Abe: We all have this kind of default understanding of the other schools: that USC is more professionally oriented, that SCI-Arc [the Southern California Institute of Architecture] is more technique-oriented, and maybe UCLA more research-oriented.

That’s the conventional wisdom.

Abe: Yes. But what’s interesting is that there are overlaps and exchanges. So there are a lot of ways — maybe I shouldn’t say this — that the schools are the same. One of the biggest surprises for me was the different schools competing for and sometimes trying to steal faculty from one another. This would never happen in Japan.

Ma: In the later years, in my second term, I came to understand the strengths of the other schools not as a threat but as a reference point. So we all know that SCI-Arc is heavy on craft: Whatever they do, it contributes to that sense of craftsmanship. And there’s no real research platform there — it’s very thin. UCLA: amazing critical and theoretical work. So what we can contribute is thinking about how to make great buildings that still matter. Do what you’re able to do, but do it better — this is probably a better model.
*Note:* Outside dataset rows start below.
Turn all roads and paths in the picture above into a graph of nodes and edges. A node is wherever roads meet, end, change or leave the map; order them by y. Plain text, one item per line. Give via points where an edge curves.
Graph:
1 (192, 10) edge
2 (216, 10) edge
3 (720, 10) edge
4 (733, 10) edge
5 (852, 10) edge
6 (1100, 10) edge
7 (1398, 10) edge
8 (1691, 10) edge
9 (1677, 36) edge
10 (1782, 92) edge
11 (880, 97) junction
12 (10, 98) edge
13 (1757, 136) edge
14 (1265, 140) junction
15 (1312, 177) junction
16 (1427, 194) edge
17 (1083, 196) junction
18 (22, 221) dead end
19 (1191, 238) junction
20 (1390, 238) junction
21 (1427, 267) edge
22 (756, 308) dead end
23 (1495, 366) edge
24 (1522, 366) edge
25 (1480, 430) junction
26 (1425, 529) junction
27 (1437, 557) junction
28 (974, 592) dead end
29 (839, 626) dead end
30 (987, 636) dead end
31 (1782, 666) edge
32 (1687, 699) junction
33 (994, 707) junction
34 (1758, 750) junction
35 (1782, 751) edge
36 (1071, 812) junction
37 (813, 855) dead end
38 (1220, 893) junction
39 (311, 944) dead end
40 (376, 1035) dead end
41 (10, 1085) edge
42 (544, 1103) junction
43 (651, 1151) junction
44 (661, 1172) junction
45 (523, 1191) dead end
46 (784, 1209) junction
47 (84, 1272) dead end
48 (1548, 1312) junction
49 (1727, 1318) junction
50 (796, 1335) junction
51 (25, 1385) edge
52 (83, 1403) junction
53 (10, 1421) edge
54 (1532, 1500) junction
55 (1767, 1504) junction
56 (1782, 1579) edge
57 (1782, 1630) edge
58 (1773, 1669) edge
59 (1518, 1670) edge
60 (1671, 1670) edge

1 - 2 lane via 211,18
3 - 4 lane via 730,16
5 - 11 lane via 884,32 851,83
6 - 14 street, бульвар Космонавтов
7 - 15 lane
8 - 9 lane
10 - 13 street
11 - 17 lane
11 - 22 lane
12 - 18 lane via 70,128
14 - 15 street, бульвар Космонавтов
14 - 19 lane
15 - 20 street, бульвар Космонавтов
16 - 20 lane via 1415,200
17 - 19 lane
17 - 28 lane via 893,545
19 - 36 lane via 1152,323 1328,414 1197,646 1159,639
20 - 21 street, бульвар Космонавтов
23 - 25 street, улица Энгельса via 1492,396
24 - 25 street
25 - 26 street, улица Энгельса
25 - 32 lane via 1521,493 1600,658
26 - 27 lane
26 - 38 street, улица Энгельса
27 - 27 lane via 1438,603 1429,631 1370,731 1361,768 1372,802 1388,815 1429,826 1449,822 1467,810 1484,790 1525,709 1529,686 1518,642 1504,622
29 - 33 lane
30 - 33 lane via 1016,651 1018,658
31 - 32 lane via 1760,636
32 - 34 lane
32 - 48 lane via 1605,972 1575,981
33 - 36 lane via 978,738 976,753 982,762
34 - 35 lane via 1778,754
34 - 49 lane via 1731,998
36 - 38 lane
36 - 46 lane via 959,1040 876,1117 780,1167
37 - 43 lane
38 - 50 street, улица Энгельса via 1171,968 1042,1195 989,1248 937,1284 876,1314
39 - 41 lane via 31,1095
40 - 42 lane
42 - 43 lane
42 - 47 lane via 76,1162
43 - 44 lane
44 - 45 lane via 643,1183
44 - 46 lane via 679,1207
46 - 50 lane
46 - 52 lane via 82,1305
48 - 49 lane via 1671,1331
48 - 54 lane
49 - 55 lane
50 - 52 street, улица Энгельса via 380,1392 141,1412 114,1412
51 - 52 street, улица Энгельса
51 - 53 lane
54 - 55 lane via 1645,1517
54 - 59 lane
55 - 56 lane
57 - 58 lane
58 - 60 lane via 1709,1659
A question about Los Angeles: How would you compare the city that you encountered when you arrived with the city that exists or is emerging now?

Abe: I was first here in the 1980s, as a student. And when I came back in 2007, one of the first things I noticed is that everyone uses chopsticks now. Nobody did before. And so many Japanese phrases have entered English — omakase menu, daikon radish. The city has become much more cosmopolitan. And I don’t think that shift has happened as much in Europe. There’s so much more of a hybrid culture here. Also the freeways are so much more congested. The infrastructure doesn’t work. Uber has changed the way we behave. And Waze. Somehow the unfinished or non-functioning infrastructure created the room, or the gaps, for that new technology. If you talk about Uber in Tokyo people will still say, “What’s that?” But L.A. is starting to come back as a testing ground for new ideas and has started to nurture these services and technologies.

Ma: For the sake of simplification, I would say that the urbanism gets worse in L.A. and the Uberism gets better. By urbanism I mean the new projects are getting so monolithic now. The projects get so big, and there’s a lack of local developers participating. All the global developers, mainly Chinese, come in and somehow choose the worst [architecture] firms. That is making the city really ugly now.